What is expected — Show every line of the data below that includes the word "float".

Records contained in a dataset:
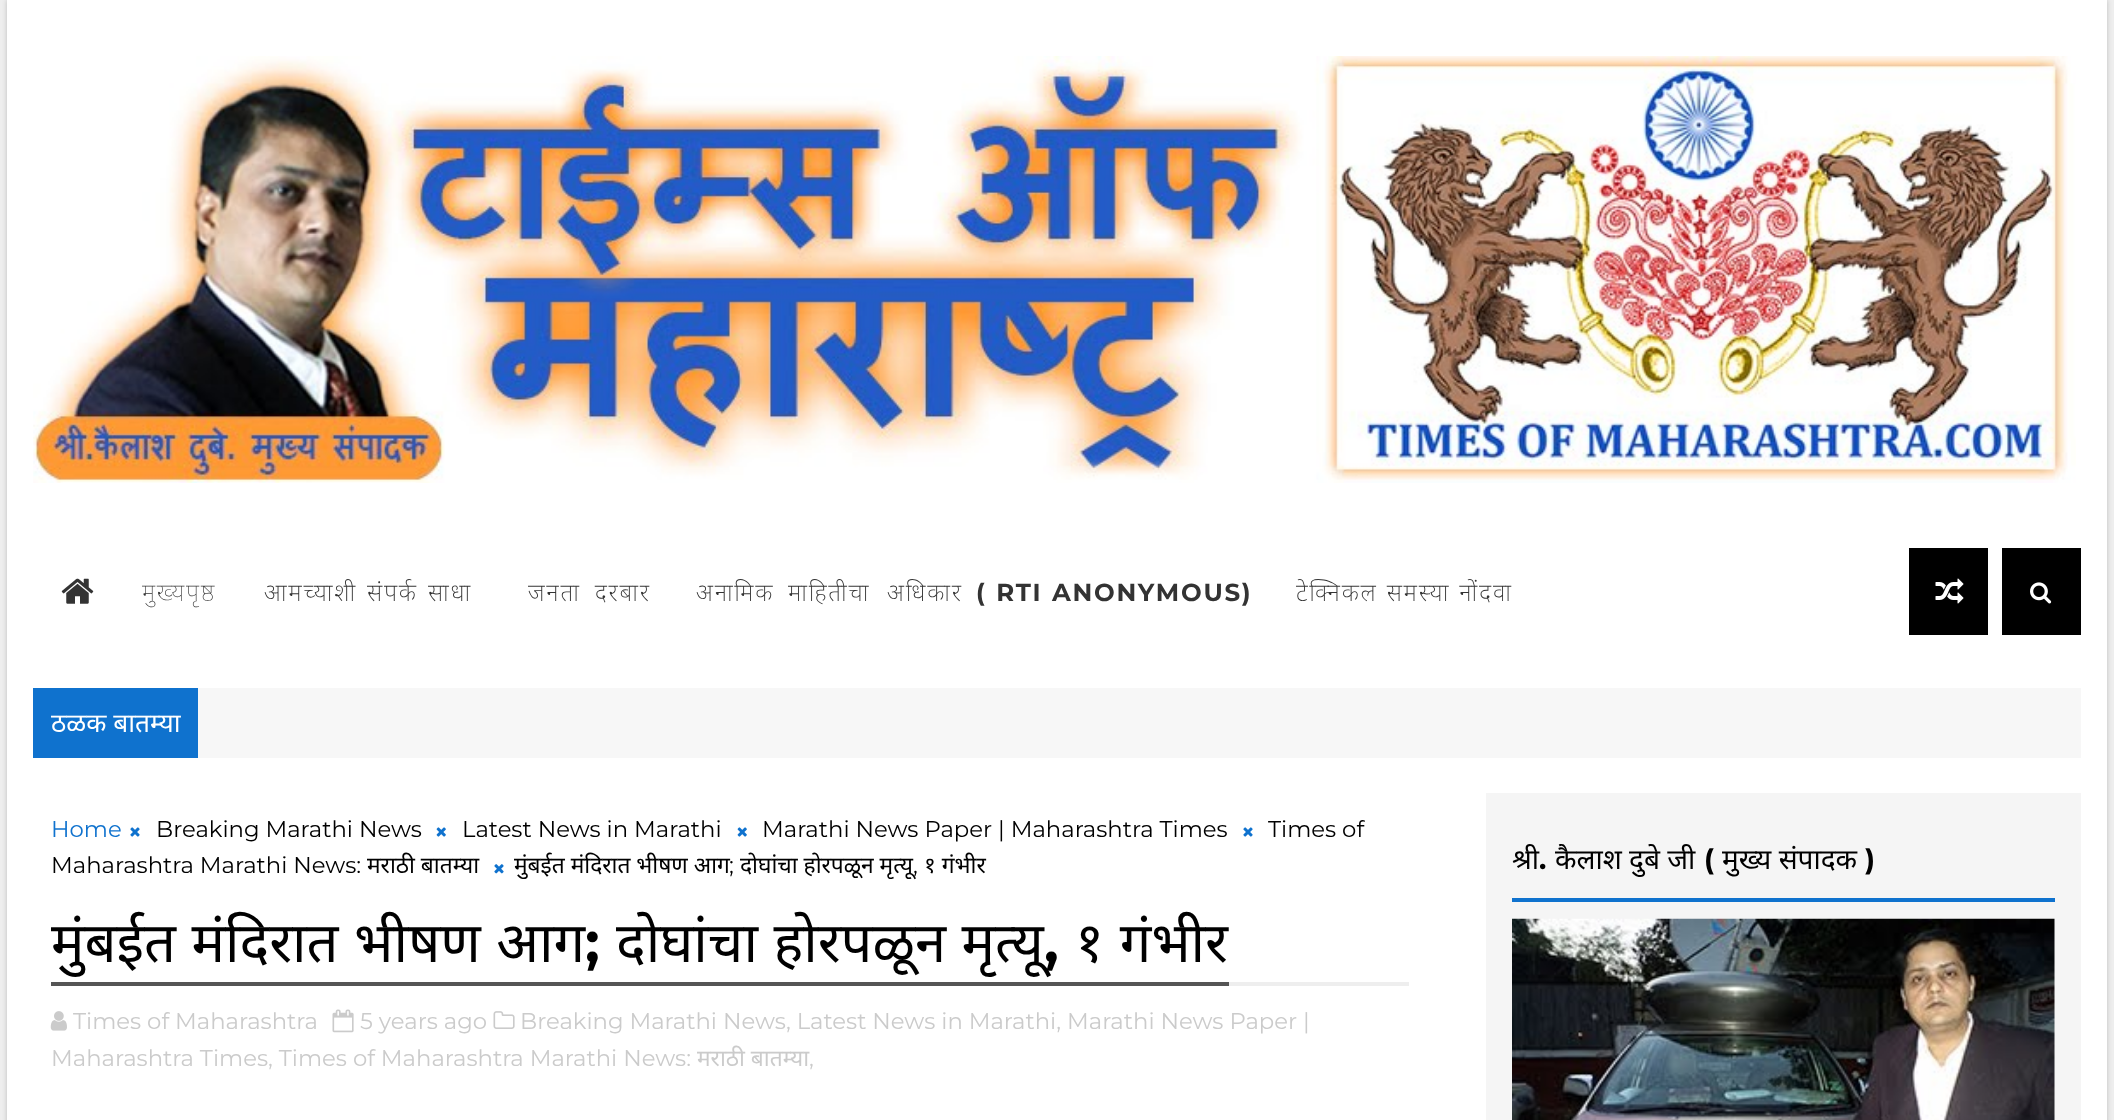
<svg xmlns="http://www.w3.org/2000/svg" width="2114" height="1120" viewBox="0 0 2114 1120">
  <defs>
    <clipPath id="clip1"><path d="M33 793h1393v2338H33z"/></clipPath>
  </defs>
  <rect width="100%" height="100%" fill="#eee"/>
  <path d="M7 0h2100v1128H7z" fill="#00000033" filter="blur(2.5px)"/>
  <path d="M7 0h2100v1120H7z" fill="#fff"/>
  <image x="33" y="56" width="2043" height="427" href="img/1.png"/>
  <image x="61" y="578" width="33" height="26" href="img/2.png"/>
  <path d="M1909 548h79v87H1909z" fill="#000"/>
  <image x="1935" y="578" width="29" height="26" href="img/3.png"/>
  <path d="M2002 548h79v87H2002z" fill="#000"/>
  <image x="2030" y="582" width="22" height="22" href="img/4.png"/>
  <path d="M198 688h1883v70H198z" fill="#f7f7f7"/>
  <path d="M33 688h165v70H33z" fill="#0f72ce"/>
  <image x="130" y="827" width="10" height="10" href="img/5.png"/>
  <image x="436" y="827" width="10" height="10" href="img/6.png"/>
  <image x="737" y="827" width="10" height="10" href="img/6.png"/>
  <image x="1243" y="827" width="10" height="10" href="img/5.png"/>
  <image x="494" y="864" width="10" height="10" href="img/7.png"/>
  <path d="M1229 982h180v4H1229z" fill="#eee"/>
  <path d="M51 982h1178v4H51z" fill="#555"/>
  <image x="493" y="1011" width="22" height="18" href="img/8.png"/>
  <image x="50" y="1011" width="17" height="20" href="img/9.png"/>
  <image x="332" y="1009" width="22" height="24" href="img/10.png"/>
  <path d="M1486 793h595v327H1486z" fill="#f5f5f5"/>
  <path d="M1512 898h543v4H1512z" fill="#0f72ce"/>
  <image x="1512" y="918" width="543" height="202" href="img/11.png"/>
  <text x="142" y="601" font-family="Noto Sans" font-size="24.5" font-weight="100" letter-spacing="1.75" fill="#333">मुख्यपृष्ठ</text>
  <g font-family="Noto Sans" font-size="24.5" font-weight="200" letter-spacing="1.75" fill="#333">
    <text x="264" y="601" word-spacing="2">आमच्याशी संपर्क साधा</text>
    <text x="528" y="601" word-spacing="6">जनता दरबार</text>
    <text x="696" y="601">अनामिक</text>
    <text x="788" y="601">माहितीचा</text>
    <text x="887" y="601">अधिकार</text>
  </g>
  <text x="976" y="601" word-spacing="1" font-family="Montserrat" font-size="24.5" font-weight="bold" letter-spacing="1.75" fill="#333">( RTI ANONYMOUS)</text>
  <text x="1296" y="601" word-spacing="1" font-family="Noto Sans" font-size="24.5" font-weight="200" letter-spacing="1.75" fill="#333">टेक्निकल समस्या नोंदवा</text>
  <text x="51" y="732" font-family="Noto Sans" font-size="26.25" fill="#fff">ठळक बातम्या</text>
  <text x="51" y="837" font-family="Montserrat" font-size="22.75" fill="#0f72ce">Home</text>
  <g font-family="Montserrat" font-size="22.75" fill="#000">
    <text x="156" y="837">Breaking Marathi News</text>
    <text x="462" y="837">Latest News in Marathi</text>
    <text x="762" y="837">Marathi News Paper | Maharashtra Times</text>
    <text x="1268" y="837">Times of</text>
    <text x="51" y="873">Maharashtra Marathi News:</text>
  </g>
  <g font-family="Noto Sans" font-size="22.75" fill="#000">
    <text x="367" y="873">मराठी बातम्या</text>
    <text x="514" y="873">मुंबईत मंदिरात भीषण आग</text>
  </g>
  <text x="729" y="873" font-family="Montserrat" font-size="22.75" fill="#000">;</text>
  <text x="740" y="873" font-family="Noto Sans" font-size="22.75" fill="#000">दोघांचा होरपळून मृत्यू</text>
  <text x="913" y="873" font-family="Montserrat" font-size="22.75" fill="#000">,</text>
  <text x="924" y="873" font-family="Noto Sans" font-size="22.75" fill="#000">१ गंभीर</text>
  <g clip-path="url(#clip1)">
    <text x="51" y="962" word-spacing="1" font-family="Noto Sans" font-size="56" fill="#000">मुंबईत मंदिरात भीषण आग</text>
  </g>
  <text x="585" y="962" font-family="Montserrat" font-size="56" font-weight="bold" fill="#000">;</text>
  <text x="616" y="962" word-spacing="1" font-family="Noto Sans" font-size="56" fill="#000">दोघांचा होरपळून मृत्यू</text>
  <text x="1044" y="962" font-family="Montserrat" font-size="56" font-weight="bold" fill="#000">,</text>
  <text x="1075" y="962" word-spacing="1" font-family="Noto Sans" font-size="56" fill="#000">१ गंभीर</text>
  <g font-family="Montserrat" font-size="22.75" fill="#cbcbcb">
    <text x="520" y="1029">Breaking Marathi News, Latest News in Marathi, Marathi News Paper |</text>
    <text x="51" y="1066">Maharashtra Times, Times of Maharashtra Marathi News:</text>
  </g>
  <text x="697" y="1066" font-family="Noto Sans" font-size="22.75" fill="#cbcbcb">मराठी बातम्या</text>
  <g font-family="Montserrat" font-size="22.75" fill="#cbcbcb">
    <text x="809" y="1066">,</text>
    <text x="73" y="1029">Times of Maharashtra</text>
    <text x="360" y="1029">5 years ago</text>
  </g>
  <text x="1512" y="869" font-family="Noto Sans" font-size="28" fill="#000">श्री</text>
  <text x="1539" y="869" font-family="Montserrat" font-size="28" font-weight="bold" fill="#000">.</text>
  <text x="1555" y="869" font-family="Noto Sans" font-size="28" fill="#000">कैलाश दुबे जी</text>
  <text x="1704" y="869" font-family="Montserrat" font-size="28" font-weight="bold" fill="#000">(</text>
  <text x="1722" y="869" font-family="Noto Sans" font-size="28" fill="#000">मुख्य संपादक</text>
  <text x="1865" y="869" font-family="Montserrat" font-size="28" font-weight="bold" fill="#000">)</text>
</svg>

---

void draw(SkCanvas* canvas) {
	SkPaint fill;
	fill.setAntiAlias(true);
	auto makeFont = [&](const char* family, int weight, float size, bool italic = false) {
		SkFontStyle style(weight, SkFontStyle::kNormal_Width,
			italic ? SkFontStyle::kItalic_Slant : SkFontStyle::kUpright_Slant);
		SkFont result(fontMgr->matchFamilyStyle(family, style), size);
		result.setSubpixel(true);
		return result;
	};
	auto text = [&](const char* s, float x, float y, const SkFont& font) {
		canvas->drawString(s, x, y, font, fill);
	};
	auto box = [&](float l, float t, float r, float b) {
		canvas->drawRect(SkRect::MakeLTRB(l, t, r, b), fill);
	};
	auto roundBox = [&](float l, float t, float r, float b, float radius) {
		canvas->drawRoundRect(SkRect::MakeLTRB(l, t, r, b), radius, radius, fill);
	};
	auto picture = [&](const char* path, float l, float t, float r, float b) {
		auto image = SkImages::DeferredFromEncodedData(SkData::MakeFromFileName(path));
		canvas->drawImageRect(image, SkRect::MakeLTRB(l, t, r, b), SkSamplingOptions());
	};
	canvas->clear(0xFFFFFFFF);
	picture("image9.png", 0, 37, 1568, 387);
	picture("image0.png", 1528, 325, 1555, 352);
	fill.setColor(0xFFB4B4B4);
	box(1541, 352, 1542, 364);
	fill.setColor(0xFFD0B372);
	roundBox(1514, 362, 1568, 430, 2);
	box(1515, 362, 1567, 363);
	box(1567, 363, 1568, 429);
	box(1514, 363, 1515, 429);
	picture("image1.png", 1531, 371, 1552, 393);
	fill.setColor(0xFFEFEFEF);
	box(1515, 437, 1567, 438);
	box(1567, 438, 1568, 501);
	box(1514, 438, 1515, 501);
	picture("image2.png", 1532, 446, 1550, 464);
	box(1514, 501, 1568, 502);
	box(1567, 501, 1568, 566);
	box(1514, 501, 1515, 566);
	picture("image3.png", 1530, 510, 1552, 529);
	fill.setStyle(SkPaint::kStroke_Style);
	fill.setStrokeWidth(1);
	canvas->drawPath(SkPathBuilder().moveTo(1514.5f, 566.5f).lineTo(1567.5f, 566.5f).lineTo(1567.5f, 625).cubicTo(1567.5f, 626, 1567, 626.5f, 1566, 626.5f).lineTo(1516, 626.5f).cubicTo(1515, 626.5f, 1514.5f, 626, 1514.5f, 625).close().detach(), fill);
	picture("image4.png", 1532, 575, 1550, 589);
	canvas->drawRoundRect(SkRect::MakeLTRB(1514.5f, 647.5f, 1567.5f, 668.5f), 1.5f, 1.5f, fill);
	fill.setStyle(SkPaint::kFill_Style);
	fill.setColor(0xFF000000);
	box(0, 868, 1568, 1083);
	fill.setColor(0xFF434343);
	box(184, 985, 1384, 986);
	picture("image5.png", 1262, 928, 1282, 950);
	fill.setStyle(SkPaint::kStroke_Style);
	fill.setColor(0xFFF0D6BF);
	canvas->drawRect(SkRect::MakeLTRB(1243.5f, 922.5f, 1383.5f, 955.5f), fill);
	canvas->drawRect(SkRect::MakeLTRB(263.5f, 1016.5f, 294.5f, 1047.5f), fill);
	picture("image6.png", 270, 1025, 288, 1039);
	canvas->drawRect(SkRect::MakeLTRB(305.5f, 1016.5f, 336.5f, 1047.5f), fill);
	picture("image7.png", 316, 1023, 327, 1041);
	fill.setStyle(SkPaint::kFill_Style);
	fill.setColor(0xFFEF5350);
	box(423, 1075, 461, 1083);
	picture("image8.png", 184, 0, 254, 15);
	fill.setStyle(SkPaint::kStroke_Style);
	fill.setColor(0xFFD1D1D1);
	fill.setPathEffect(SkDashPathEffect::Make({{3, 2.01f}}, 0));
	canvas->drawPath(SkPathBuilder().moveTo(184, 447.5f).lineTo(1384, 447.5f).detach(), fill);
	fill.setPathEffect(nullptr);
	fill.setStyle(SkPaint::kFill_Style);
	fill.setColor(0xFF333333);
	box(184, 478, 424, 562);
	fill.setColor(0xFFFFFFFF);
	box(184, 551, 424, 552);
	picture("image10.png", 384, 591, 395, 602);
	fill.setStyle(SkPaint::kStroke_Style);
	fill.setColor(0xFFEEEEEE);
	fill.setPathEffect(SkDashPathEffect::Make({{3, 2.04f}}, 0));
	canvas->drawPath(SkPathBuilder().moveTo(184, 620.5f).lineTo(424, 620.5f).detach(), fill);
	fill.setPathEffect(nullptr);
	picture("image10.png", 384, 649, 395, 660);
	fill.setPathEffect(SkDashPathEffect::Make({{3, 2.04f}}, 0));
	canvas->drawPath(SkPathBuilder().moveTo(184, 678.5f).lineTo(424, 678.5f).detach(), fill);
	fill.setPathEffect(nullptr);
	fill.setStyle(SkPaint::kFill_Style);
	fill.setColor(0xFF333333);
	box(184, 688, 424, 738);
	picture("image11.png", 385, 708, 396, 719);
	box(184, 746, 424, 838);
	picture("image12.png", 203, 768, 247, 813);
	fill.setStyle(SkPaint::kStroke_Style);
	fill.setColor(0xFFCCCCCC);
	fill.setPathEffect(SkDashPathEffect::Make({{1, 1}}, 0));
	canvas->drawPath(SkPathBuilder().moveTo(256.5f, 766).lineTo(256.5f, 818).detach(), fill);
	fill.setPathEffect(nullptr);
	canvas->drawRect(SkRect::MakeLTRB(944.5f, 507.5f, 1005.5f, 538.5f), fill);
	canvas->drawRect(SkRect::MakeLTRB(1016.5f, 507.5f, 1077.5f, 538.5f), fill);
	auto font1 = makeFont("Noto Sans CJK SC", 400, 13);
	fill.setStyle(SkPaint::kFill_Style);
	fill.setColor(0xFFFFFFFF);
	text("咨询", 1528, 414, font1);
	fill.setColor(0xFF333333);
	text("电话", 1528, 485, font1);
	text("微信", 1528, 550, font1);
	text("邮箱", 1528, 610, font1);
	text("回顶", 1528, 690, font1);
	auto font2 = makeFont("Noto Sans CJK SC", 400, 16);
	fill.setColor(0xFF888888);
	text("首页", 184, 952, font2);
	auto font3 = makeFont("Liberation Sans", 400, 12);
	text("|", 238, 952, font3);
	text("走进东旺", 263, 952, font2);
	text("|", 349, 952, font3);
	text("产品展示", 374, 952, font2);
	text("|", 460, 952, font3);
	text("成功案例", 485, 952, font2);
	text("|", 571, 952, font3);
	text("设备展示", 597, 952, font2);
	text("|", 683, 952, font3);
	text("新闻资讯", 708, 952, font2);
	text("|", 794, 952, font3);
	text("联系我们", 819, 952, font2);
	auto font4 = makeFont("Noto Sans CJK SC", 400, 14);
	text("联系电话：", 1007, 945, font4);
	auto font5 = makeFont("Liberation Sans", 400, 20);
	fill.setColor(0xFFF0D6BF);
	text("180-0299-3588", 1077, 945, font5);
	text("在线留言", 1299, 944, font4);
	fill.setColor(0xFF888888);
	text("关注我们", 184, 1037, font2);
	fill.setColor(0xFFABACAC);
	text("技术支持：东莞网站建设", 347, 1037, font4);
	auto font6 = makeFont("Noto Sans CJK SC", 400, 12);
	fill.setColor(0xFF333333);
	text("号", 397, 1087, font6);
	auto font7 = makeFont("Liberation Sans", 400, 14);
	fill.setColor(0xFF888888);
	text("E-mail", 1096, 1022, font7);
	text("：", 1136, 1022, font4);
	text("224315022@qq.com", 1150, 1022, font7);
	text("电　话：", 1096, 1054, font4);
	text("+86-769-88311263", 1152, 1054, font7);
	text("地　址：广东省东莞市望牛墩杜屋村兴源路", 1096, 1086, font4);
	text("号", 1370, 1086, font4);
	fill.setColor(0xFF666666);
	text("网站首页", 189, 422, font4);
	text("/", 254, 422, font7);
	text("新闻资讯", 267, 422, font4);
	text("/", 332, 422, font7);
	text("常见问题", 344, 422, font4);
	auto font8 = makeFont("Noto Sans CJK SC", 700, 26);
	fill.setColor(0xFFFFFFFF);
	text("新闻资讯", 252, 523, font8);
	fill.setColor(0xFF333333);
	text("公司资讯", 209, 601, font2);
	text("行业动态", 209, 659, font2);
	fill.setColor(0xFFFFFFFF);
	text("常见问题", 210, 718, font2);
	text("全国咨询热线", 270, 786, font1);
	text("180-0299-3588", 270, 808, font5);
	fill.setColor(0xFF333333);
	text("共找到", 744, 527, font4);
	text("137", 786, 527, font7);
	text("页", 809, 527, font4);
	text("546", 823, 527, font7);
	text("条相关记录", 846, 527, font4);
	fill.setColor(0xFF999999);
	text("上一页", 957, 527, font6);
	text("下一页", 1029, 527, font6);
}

---

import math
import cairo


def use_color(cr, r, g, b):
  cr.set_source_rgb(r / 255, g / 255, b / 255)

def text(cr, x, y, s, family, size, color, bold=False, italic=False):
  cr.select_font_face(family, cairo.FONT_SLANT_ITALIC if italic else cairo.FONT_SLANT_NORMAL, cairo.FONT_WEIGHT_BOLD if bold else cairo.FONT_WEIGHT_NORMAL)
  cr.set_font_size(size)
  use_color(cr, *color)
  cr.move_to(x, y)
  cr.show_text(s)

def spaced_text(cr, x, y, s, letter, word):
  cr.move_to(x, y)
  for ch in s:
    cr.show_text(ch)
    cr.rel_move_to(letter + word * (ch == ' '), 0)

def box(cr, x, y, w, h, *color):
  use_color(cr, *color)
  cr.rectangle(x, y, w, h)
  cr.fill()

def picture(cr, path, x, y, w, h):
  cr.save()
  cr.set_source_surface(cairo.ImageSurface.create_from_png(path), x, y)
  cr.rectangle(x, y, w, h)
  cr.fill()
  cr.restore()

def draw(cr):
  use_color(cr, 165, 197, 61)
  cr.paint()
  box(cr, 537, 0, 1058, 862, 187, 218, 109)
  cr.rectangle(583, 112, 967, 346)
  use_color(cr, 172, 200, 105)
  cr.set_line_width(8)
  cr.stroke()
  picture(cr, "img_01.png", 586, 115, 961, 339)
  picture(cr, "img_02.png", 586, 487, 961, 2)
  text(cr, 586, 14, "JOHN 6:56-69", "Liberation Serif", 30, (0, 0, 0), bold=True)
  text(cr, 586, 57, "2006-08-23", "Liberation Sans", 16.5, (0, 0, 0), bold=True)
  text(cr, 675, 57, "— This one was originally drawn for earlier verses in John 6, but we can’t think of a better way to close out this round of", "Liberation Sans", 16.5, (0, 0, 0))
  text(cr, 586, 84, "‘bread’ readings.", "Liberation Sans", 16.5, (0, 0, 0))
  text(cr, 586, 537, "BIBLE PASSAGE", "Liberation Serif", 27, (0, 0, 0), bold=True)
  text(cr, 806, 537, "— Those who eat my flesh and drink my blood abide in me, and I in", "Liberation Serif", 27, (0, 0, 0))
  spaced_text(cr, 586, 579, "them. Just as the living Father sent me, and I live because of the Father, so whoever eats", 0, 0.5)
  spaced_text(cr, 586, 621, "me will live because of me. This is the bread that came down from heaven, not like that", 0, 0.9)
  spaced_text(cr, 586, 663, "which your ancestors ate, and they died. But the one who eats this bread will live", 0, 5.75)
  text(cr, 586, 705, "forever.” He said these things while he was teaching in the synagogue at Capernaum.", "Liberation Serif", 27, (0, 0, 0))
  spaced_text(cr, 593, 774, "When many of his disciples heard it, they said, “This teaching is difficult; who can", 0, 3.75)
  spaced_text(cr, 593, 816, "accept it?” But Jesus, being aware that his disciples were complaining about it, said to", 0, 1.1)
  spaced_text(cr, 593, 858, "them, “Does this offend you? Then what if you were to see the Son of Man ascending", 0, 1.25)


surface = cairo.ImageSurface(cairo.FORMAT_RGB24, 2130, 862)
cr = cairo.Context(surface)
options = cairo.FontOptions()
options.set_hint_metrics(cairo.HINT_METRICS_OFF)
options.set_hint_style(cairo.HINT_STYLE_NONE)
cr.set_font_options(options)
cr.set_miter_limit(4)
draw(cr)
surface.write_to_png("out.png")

Output below —
	auto makeFont = [&](const char* family, int weight, float size, bool italic = false) {
	auto text = [&](const char* s, float x, float y, const SkFont& font) {
	auto box = [&](float l, float t, float r, float b) {
	auto roundBox = [&](float l, float t, float r, float b, float radius) {
	auto picture = [&](const char* path, float l, float t, float r, float b) {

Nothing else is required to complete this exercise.